[Stored data entries]
..........

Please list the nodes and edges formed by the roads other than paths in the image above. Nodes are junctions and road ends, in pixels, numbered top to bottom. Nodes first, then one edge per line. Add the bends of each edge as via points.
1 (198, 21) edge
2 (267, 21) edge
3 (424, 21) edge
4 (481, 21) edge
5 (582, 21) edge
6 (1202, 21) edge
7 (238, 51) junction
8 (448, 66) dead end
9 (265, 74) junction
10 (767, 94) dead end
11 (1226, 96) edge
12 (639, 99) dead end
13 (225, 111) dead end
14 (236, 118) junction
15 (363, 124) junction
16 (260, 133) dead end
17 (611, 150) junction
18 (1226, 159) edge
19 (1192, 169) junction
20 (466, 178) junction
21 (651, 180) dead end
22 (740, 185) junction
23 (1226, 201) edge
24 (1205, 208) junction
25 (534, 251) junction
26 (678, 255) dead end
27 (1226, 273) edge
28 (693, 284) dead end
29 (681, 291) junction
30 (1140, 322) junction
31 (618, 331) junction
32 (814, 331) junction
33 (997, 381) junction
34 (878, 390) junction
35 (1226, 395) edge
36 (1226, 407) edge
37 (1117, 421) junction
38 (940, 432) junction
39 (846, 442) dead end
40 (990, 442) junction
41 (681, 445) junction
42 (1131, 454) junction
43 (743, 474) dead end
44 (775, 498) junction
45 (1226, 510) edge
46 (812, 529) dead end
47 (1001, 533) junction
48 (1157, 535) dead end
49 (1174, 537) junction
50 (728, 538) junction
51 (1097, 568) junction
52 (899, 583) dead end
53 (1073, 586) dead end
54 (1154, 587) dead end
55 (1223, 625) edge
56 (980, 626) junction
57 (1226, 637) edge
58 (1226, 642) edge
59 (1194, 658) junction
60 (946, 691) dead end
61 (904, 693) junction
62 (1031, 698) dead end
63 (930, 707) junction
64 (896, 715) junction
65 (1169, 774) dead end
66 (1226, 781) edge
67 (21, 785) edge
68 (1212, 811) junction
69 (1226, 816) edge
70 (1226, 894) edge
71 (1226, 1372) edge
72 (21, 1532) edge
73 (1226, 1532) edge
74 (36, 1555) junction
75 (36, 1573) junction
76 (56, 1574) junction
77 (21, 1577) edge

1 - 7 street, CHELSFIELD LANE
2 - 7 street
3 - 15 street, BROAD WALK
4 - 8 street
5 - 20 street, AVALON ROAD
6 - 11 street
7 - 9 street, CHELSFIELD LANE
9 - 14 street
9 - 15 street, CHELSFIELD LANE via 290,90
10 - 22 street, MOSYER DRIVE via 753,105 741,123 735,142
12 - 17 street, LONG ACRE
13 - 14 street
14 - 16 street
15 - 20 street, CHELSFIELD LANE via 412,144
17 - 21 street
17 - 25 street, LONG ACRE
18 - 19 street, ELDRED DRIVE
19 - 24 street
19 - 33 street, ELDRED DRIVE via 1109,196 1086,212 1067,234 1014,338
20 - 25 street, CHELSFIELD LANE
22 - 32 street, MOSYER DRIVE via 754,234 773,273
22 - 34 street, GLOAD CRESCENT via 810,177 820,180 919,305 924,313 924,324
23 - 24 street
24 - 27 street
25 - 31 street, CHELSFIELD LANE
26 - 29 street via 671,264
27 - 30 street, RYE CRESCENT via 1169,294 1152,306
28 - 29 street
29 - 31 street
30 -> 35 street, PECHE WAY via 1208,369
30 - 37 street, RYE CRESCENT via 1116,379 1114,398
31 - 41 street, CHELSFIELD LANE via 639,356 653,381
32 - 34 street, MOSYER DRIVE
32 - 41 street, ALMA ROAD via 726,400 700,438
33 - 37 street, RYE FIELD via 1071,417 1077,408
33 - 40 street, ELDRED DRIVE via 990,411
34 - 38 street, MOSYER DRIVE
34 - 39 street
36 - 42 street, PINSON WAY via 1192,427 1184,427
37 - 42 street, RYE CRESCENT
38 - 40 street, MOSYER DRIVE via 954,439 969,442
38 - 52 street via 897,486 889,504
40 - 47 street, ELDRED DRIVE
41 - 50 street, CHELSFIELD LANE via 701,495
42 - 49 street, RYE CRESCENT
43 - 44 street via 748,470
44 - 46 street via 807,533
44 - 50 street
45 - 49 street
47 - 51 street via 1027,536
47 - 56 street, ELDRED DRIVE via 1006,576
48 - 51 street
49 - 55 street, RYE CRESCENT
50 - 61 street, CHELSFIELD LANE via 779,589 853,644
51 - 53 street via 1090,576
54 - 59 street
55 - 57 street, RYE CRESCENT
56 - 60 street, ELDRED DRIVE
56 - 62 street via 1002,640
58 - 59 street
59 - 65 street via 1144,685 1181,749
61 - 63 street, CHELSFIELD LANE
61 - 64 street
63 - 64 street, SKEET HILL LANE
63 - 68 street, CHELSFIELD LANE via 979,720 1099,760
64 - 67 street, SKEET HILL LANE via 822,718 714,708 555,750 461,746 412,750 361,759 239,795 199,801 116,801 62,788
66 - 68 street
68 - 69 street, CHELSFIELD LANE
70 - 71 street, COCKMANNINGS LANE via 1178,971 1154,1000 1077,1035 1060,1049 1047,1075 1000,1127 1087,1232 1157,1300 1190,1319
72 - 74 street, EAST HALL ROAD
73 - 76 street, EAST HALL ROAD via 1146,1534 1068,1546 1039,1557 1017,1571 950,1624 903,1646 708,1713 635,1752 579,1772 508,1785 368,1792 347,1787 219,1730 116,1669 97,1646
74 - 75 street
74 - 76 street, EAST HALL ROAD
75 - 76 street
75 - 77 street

..........

> _To do_:
The data should be copied out in full, exactly as it reads.

> _Solution below_:
Please list the nodes and edges formed by the roads other than paths in the image above. Nodes are junctions and road ends, in pixels, numbered top to bottom. Nodes first, then one edge per line. Add the bends of each edge as via points.
1 (198, 21) edge
2 (267, 21) edge
3 (424, 21) edge
4 (481, 21) edge
5 (582, 21) edge
6 (1202, 21) edge
7 (238, 51) junction
8 (448, 66) dead end
9 (265, 74) junction
10 (767, 94) dead end
11 (1226, 96) edge
12 (639, 99) dead end
13 (225, 111) dead end
14 (236, 118) junction
15 (363, 124) junction
16 (260, 133) dead end
17 (611, 150) junction
18 (1226, 159) edge
19 (1192, 169) junction
20 (466, 178) junction
21 (651, 180) dead end
22 (740, 185) junction
23 (1226, 201) edge
24 (1205, 208) junction
25 (534, 251) junction
26 (678, 255) dead end
27 (1226, 273) edge
28 (693, 284) dead end
29 (681, 291) junction
30 (1140, 322) junction
31 (618, 331) junction
32 (814, 331) junction
33 (997, 381) junction
34 (878, 390) junction
35 (1226, 395) edge
36 (1226, 407) edge
37 (1117, 421) junction
38 (940, 432) junction
39 (846, 442) dead end
40 (990, 442) junction
41 (681, 445) junction
42 (1131, 454) junction
43 (743, 474) dead end
44 (775, 498) junction
45 (1226, 510) edge
46 (812, 529) dead end
47 (1001, 533) junction
48 (1157, 535) dead end
49 (1174, 537) junction
50 (728, 538) junction
51 (1097, 568) junction
52 (899, 583) dead end
53 (1073, 586) dead end
54 (1154, 587) dead end
55 (1223, 625) edge
56 (980, 626) junction
57 (1226, 637) edge
58 (1226, 642) edge
59 (1194, 658) junction
60 (946, 691) dead end
61 (904, 693) junction
62 (1031, 698) dead end
63 (930, 707) junction
64 (896, 715) junction
65 (1169, 774) dead end
66 (1226, 781) edge
67 (21, 785) edge
68 (1212, 811) junction
69 (1226, 816) edge
70 (1226, 894) edge
71 (1226, 1372) edge
72 (21, 1532) edge
73 (1226, 1532) edge
74 (36, 1555) junction
75 (36, 1573) junction
76 (56, 1574) junction
77 (21, 1577) edge

1 - 7 street, CHELSFIELD LANE
2 - 7 street
3 - 15 street, BROAD WALK
4 - 8 street
5 - 20 street, AVALON ROAD
6 - 11 street
7 - 9 street, CHELSFIELD LANE
9 - 14 street
9 - 15 street, CHELSFIELD LANE via 290,90
10 - 22 street, MOSYER DRIVE via 753,105 741,123 735,142
12 - 17 street, LONG ACRE
13 - 14 street
14 - 16 street
15 - 20 street, CHELSFIELD LANE via 412,144
17 - 21 street
17 - 25 street, LONG ACRE
18 - 19 street, ELDRED DRIVE
19 - 24 street
19 - 33 street, ELDRED DRIVE via 1109,196 1086,212 1067,234 1014,338
20 - 25 street, CHELSFIELD LANE
22 - 32 street, MOSYER DRIVE via 754,234 773,273
22 - 34 street, GLOAD CRESCENT via 810,177 820,180 919,305 924,313 924,324
23 - 24 street
24 - 27 street
25 - 31 street, CHELSFIELD LANE
26 - 29 street via 671,264
27 - 30 street, RYE CRESCENT via 1169,294 1152,306
28 - 29 street
29 - 31 street
30 -> 35 street, PECHE WAY via 1208,369
30 - 37 street, RYE CRESCENT via 1116,379 1114,398
31 - 41 street, CHELSFIELD LANE via 639,356 653,381
32 - 34 street, MOSYER DRIVE
32 - 41 street, ALMA ROAD via 726,400 700,438
33 - 37 street, RYE FIELD via 1071,417 1077,408
33 - 40 street, ELDRED DRIVE via 990,411
34 - 38 street, MOSYER DRIVE
34 - 39 street
36 - 42 street, PINSON WAY via 1192,427 1184,427
37 - 42 street, RYE CRESCENT
38 - 40 street, MOSYER DRIVE via 954,439 969,442
38 - 52 street via 897,486 889,504
40 - 47 street, ELDRED DRIVE
41 - 50 street, CHELSFIELD LANE via 701,495
42 - 49 street, RYE CRESCENT
43 - 44 street via 748,470
44 - 46 street via 807,533
44 - 50 street
45 - 49 street
47 - 51 street via 1027,536
47 - 56 street, ELDRED DRIVE via 1006,576
48 - 51 street
49 - 55 street, RYE CRESCENT
50 - 61 street, CHELSFIELD LANE via 779,589 853,644
51 - 53 street via 1090,576
54 - 59 street
55 - 57 street, RYE CRESCENT
56 - 60 street, ELDRED DRIVE
56 - 62 street via 1002,640
58 - 59 street
59 - 65 street via 1144,685 1181,749
61 - 63 street, CHELSFIELD LANE
61 - 64 street
63 - 64 street, SKEET HILL LANE
63 - 68 street, CHELSFIELD LANE via 979,720 1099,760
64 - 67 street, SKEET HILL LANE via 822,718 714,708 555,750 461,746 412,750 361,759 239,795 199,801 116,801 62,788
66 - 68 street
68 - 69 street, CHELSFIELD LANE
70 - 71 street, COCKMANNINGS LANE via 1178,971 1154,1000 1077,1035 1060,1049 1047,1075 1000,1127 1087,1232 1157,1300 1190,1319
72 - 74 street, EAST HALL ROAD
73 - 76 street, EAST HALL ROAD via 1146,1534 1068,1546 1039,1557 1017,1571 950,1624 903,1646 708,1713 635,1752 579,1772 508,1785 368,1792 347,1787 219,1730 116,1669 97,1646
74 - 75 street
74 - 76 street, EAST HALL ROAD
75 - 76 street
75 - 77 street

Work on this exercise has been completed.